Cem anos de vida é muita coisa. Há poucas décadas, não se vivia tanto. Nos anos 1950 e 1960, um homem com 50 anos era considerado um homem velho. E poucos chegavam a essa idade.
Com o progresso da ciência, mais e mais pessoas chegam facilmente aos 80, 90, 100 anos. Daniel Sapateiro completou 100 anos de vida com saúde e lucidez de fazer inveja a muito Rui Figueiredo.
Conheço seu Daniel desde que me entendo por gente. No balcão da loja de meu pai, muitas vezes vendi-lhe ilhoses, botões rápidos, tachinhas, tinta Tic-Tac, mantas de vaqueta e saltos para sapatos.
Há sete anos, quando seu Daniel comemorava 65 no ofício de sapateiro, eu, jornalista, fui entrevistá-lo para reportagem no jornal Roraima Hoje. Tarde agradável conversando com o paraibano de Cajazeiras.

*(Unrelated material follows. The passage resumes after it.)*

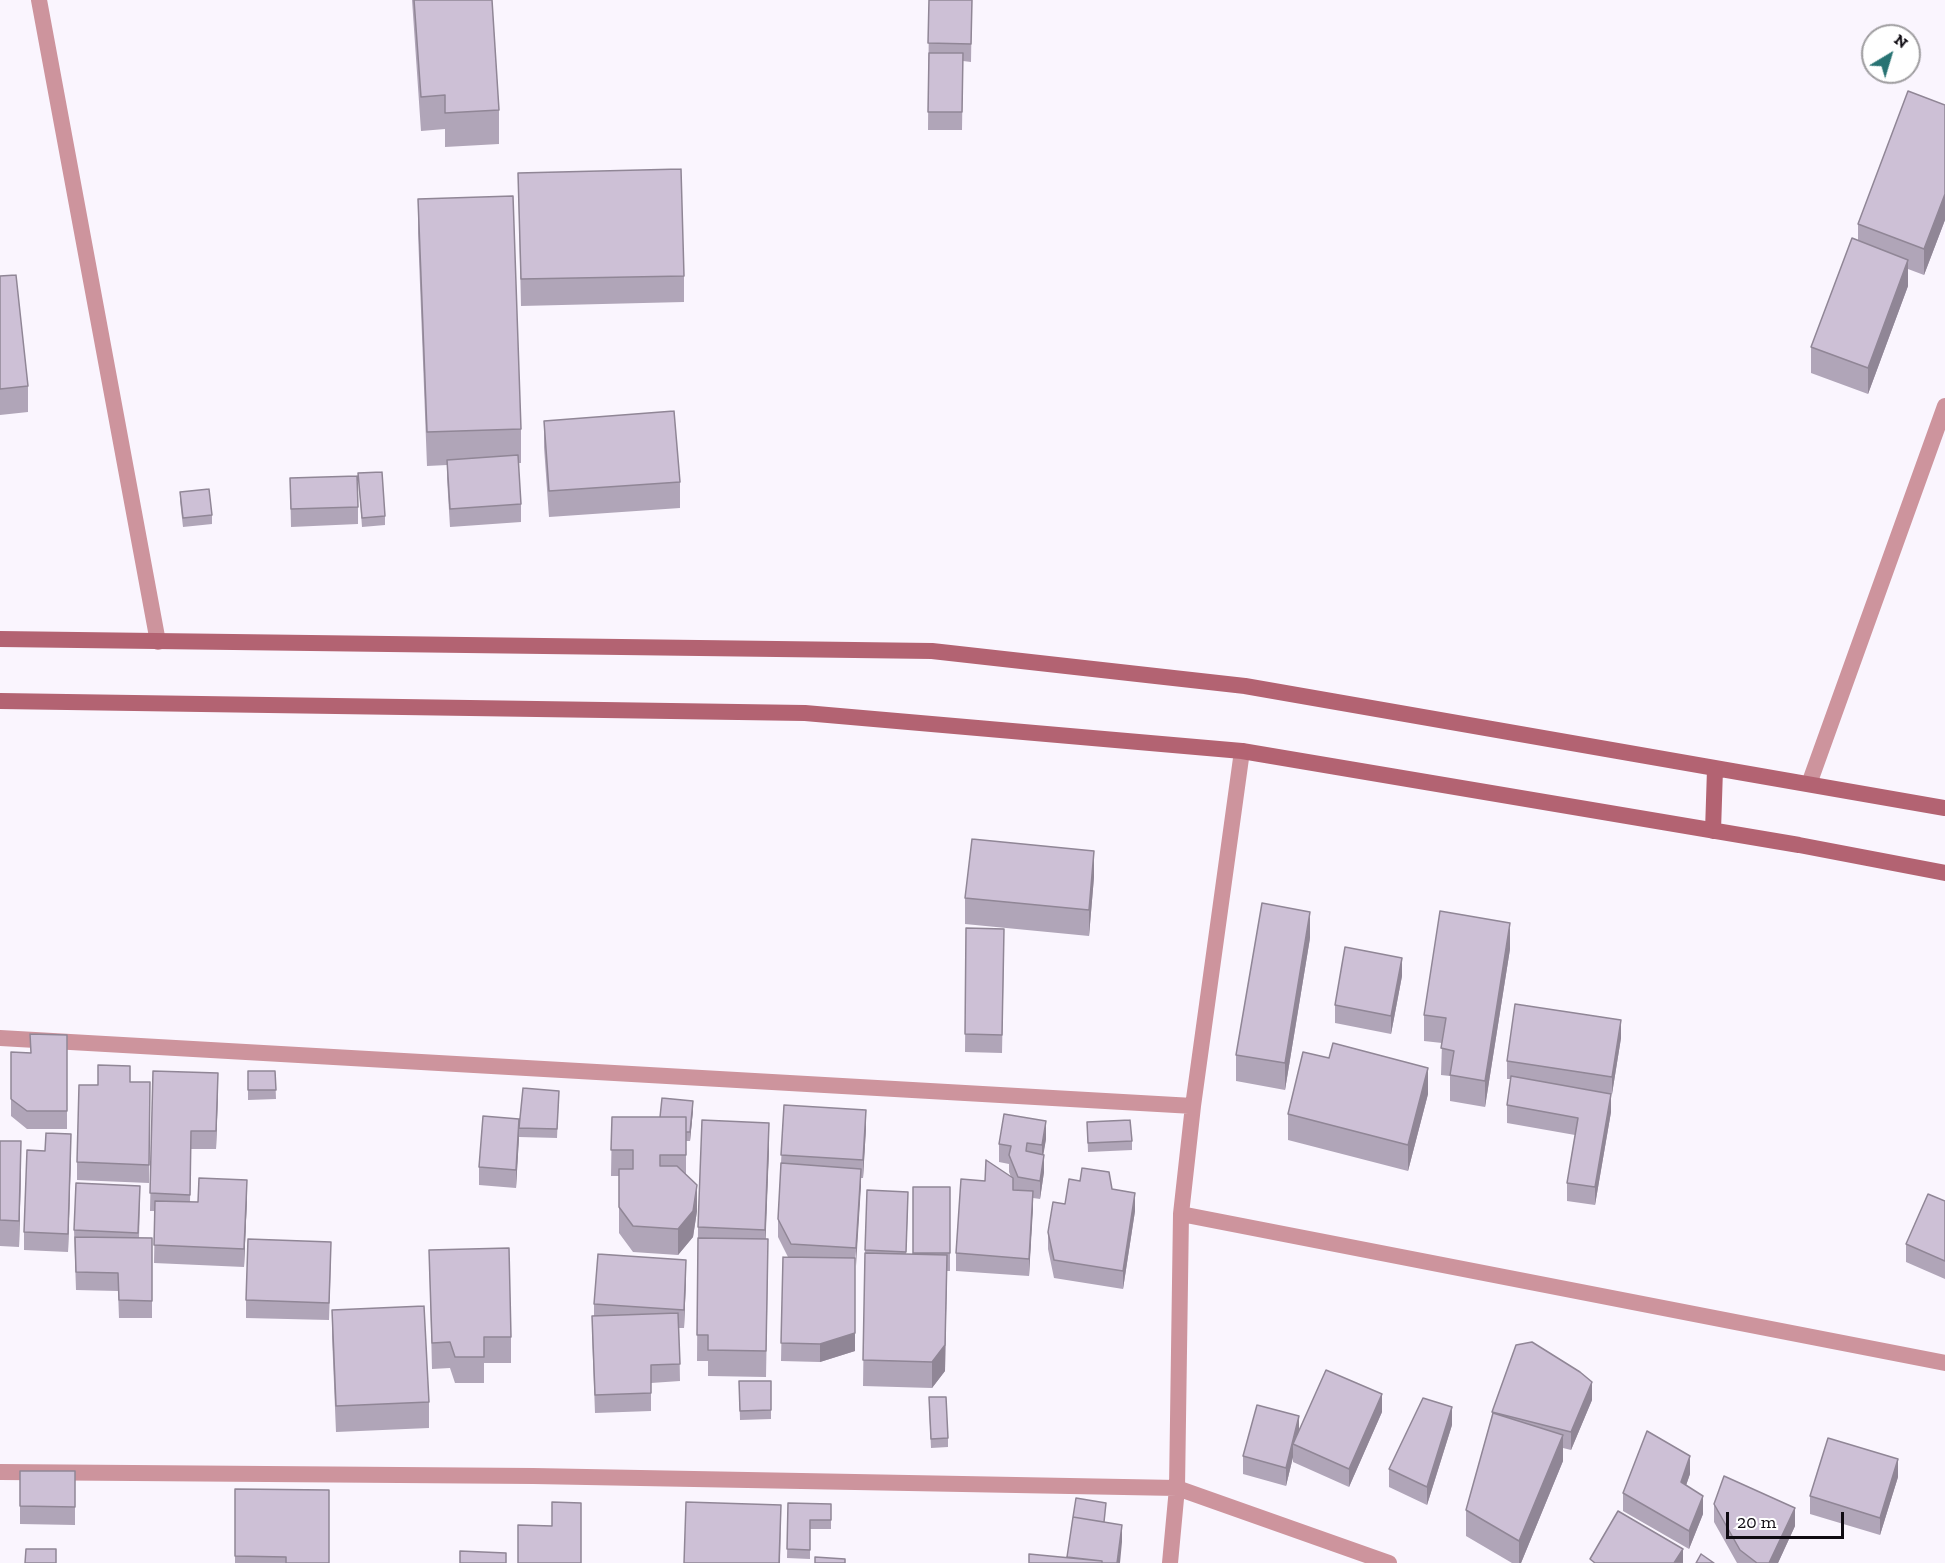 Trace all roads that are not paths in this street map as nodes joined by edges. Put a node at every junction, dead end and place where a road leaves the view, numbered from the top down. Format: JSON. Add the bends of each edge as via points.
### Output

Falou-me sobre sua vida no Nordeste, sua vinda para Boa Vista, o casamento, a aquisição do imóvel onde vive até hoje, a alegria com o nascimento do único filho, a felicidade de ainda ter irmãos.

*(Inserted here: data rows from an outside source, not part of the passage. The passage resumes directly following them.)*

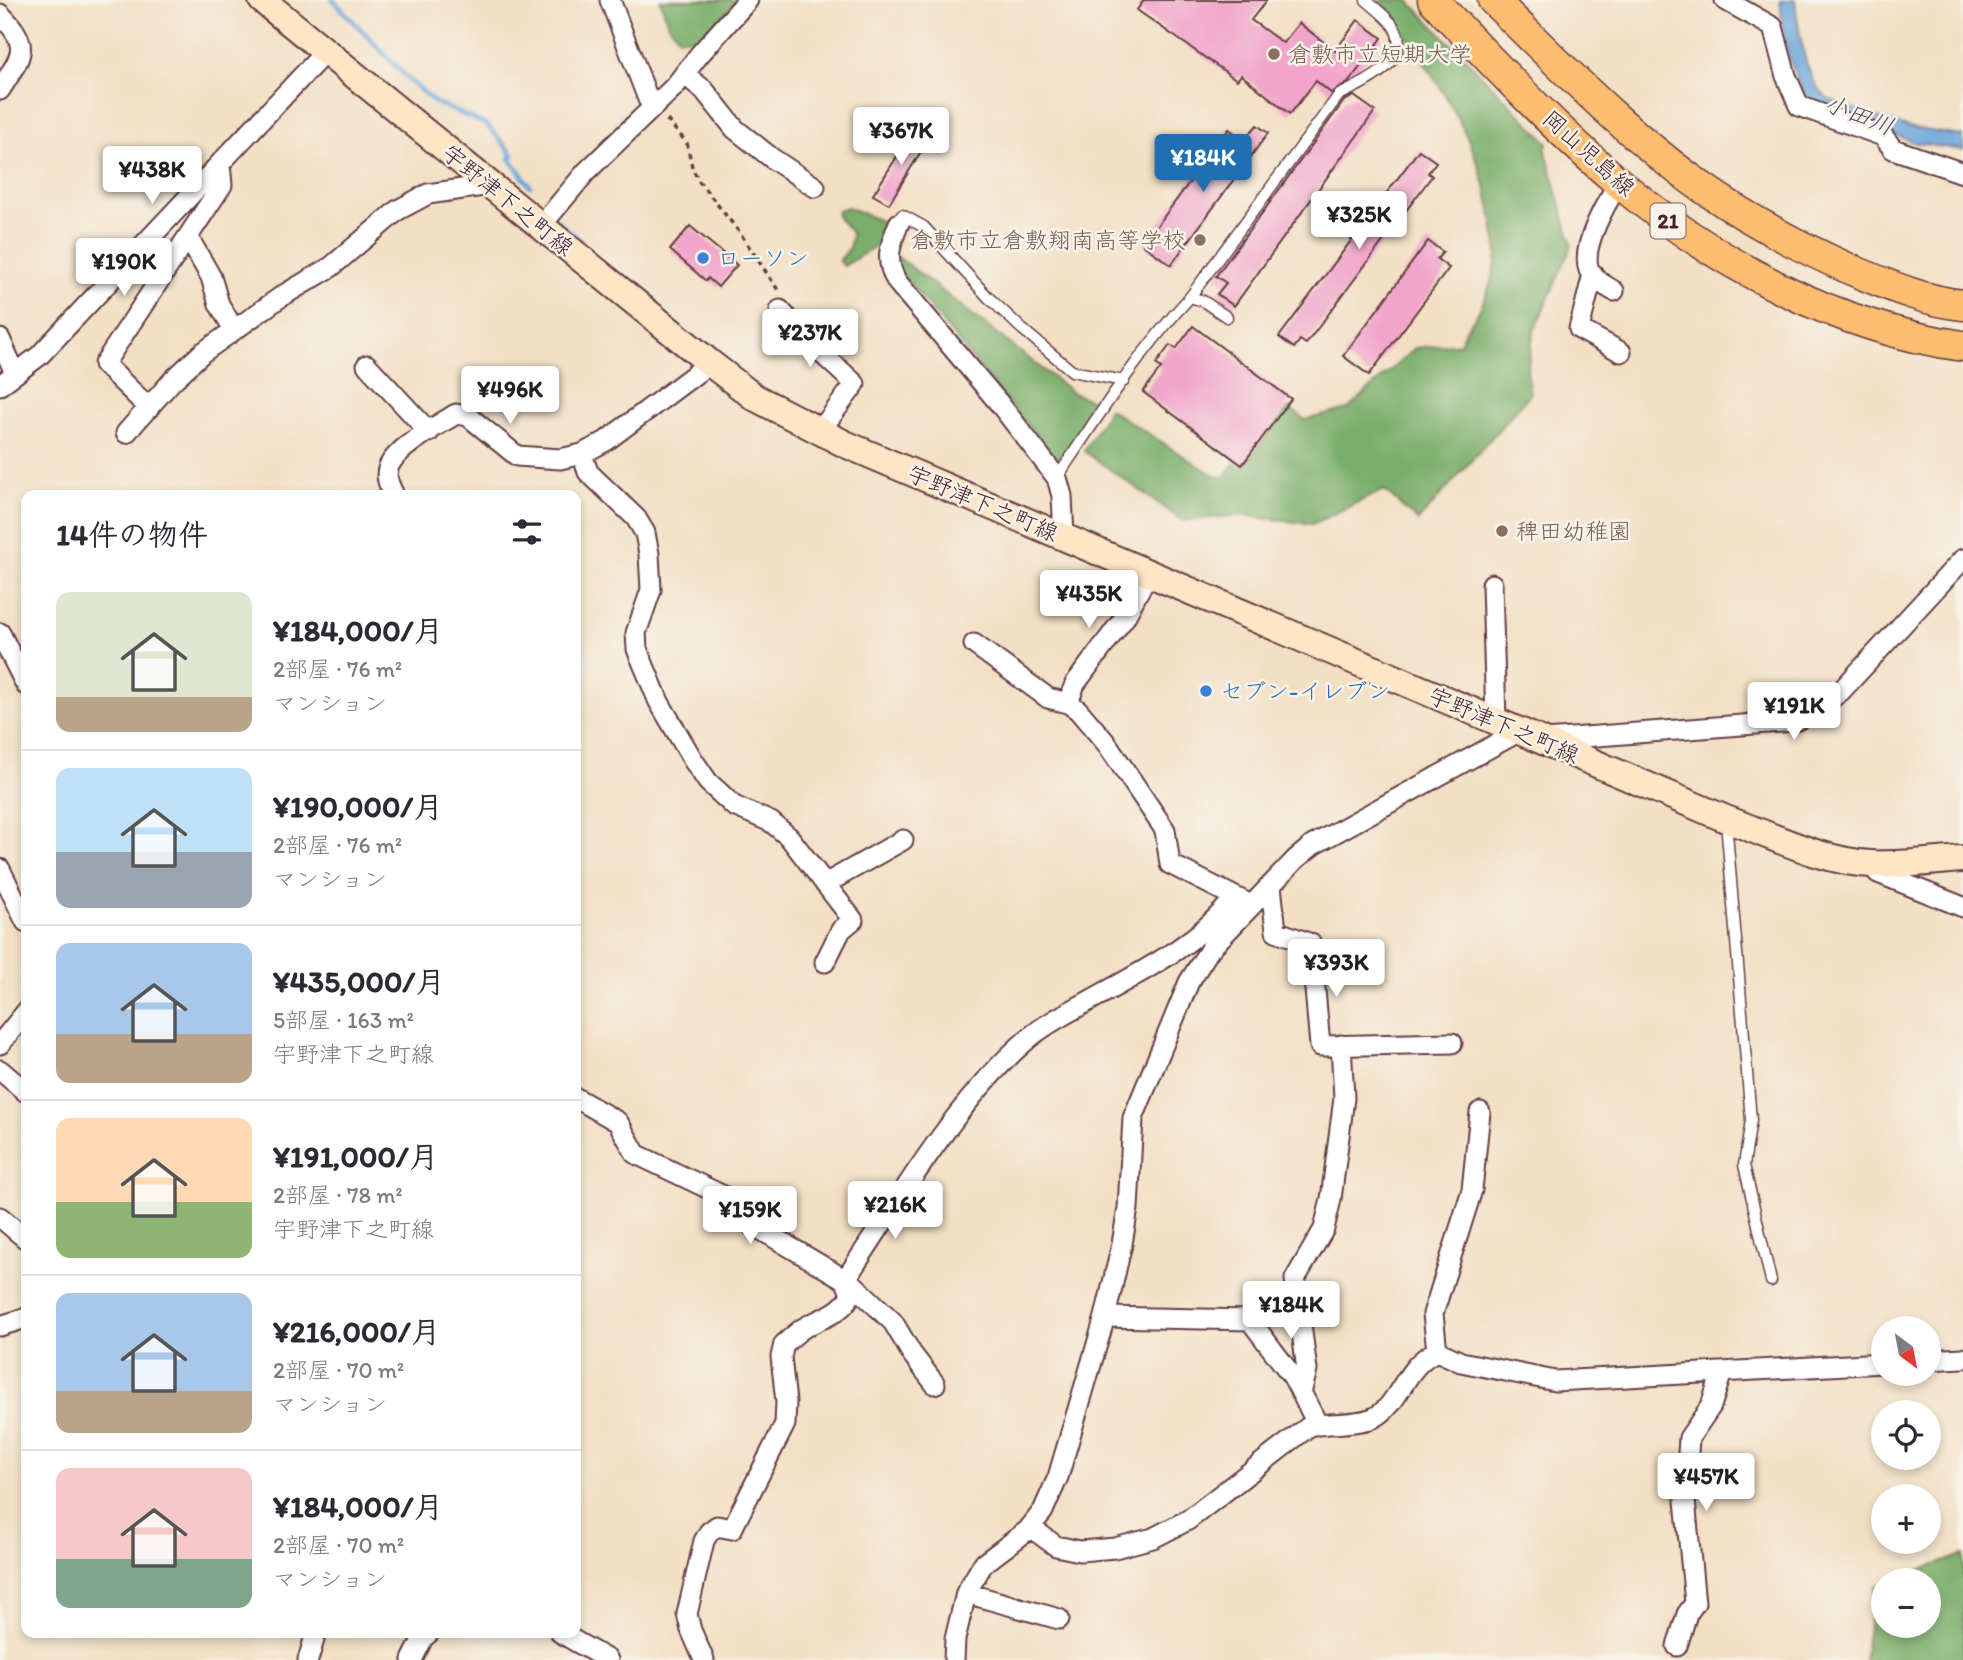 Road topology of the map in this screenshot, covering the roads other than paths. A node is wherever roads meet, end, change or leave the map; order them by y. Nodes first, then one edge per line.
1 (262, 0) edge
2 (610, 0) edge
3 (748, 0) edge
4 (1366, 0) edge
5 (1433, 0) edge
6 (1493, 0) edge
7 (1725, 0) edge
8 (0, 14) edge
9 (326, 52) junction
10 (684, 74) junction
11 (0, 90) edge
12 (653, 106) junction
13 (220, 164) junction
14 (1963, 173) edge
15 (1619, 183) junction
16 (490, 185) junction
17 (815, 187) dead end
18 (899, 223) joint
19 (541, 226) junction
20 (188, 237) junction
21 (1593, 274) junction
22 (1614, 291) dead end
23 (1190, 297) junction
24 (1963, 305) edge
25 (784, 315) road end
26 (1227, 317) dead end
27 (234, 330) junction
28 (0, 339) edge
29 (1963, 346) edge
30 (1621, 352) dead end
31 (710, 363) junction
32 (367, 365) dead end
33 (8, 379) edge
34 (1124, 381) junction
35 (149, 408) junction
36 (820, 431) junction
37 (429, 432) junction
38 (126, 433) dead end
39 (582, 454) junction
40 (1057, 478) junction
41 (392, 490) edge
42 (1065, 537) junction
43 (1963, 559) edge
44 (1148, 573) junction
45 (1492, 584) dead end
46 (0, 633) edge
47 (974, 644) dead end
48 (21, 675) edge
49 (1068, 703) junction
50 (1519, 731) junction
51 (1726, 818) junction
52 (903, 840) dead end
53 (1963, 859) edge
54 (1872, 864) junction
55 (0, 869) edge
56 (825, 884) junction
57 (1270, 886) junction
58 (1243, 901) junction
59 (1963, 907) edge
60 (21, 912) edge
61 (825, 962) dead end
62 (21, 1018) edge
63 (1452, 1043) dead end
64 (0, 1044) edge
65 (1341, 1045) junction
66 (0, 1070) edge
67 (21, 1088) edge
68 (581, 1101) edge
69 (1480, 1112) dead end
70 (0, 1217) edge
71 (21, 1235) edge
72 (845, 1280) junction
73 (1771, 1281) dead end
74 (1105, 1317) junction
75 (21, 1320) edge
76 (0, 1326) edge
77 (1437, 1351) junction
78 (1963, 1358) edge
79 (1941, 1359) edge
80 (1871, 1364) edge
81 (1722, 1372) junction
82 (935, 1384) dead end
83 (1301, 1392) junction
84 (1316, 1422) junction
85 (1030, 1527) junction
86 (966, 1593) junction
87 (1059, 1619) dead end
88 (315, 1638) edge
89 (419, 1638) edge
90 (570, 1638) edge
91 (1677, 1646) dead end
92 (308, 1660) edge
93 (412, 1660) edge
94 (608, 1660) edge
95 (704, 1660) edge
96 (954, 1660) edge

1 - 9 main road, 宇野津下之町線
2 - 12 street
3 - 10 street
4 - 23 lane
5 - 15 main road, 岡山児島線 / 21
6 - 24 main road, 岡山児島線 / 21
7 - 14 street
8 - 11 street
9 - 13 street
9 - 16 main road, 宇野津下之町線
10 - 12 street
10 - 17 street
12 - 19 street
13 - 20 street
13 - 33 street
15 - 21 street
15 - 29 main road, 岡山児島線 / 21
16 - 19 main road, 宇野津下之町線
16 - 27 street
18 - 34 lane
18 - 40 street
19 - 31 main road, 宇野津下之町線
20 - 27 street
20 - 35 street
21 - 22 street
21 - 30 street
23 - 26 lane
23 - 34 lane
25 - 36 street
27 - 35 street
28 - 33 street
31 - 36 main road, 宇野津下之町線
31 - 39 street
32 - 37 street
34 - 40 lane
35 - 38 street
36 - 42 main road, 宇野津下之町線
37 - 39 street
37 - 41 street
39 - 56 street
40 - 42 street
42 - 44 main road, 宇野津下之町線
43 - 50 street
44 - 49 street
44 - 50 main road, 宇野津下之町線
45 - 50 street
46 - 48 street
47 - 49 street
49 - 58 street
50 - 51 main road, 宇野津下之町線
50 - 57 street
51 - 54 main road, 宇野津下之町線
51 - 73 lane
52 - 56 street
53 - 54 main road, 宇野津下之町線
54 - 59 street
55 - 60 street
56 - 61 street
57 - 58 street
57 - 65 street
58 - 72 street
58 - 74 street
62 - 64 street
63 - 65 street
65 - 83 street
66 - 67 street
68 - 72 street
69 - 77 street
70 - 71 street
72 - 82 street
72 - 95 street
74 - 83 street
74 - 85 street
75 - 76 street
77 - 81 street
77 - 84 street
78 - 79 street
80 - 81 street
81 - 91 street
83 - 84 street
84 - 85 street
85 - 86 street
86 - 87 street
86 - 96 street
88 - 92 street
89 - 93 street
90 - 94 street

Na época, com 93 anos, seu Daniel disse-me ter ido a Brasília, onde participou da festa de 100 anos de sua irmã mais velha. Família longeva, Santa, a mana, morreu em 2014 com 108 anos de idade.
Durante a entrevista, seu Daniel explicou-me que raramente algum freguês deixava de vir buscar os sapatos deixados para serem reparados: “As pessoas se apaixonam por sapatos de qualidade e querem que eles durem a vida inteira”, explicou-me.
Ele não soube me dizer como fazia para encontrar um calçado deixado há muito tempo, mas disse que a mão ia certa na prateleira e buscava o que ele queria.
Lá pelas tantas, seu Daniel me perguntou:
- Você é ou foi casado com dona Maura - uma mulher bonita que trabalha na Educação?
- Sim...
- Faz tempo “que não vejo ela”...
- É, seu Daniel: Maura está morando em Brasília desde 2005; por quê?
Seu Daniel levantou-se e pegou um saco plástico na prateleira. Entregou-me o pacote e, nele, estava escrito: MAURA PINHEIRO, 03/08/2004, R$ 16,00. Sorri e rcomentei:
- Maura sempre foi desligada. Vou pagar pelo seu serviço e levar os sapatos pra ela em minha próxima viagem ao Distrito Federal.
....
Dias depois, em Brasília, abri minha mala e entreguei aquele pacote para Maura. Ela abriu o saco plástico e, ao ver o velho par de sapatos, sacudiu os ombros:
- Não entendi...
- Tu mandaste consertar esses sapatos em 2004. Seu Daniel Sapateiro me alertou sobre o esquecimento. Paguei pelo serviço e trouxe-os pra ti, pois devias gostar muito deles.
Maura não se lembrava dos sapatos. Claro, também não se lembrava de tê-los mandado para conserto e afrimou ter uma vaga lembrança de seu Daniel.
Se ela chegar aos 100 anos, certamente não terá a mesma lucidez de Daniel Sapateiro.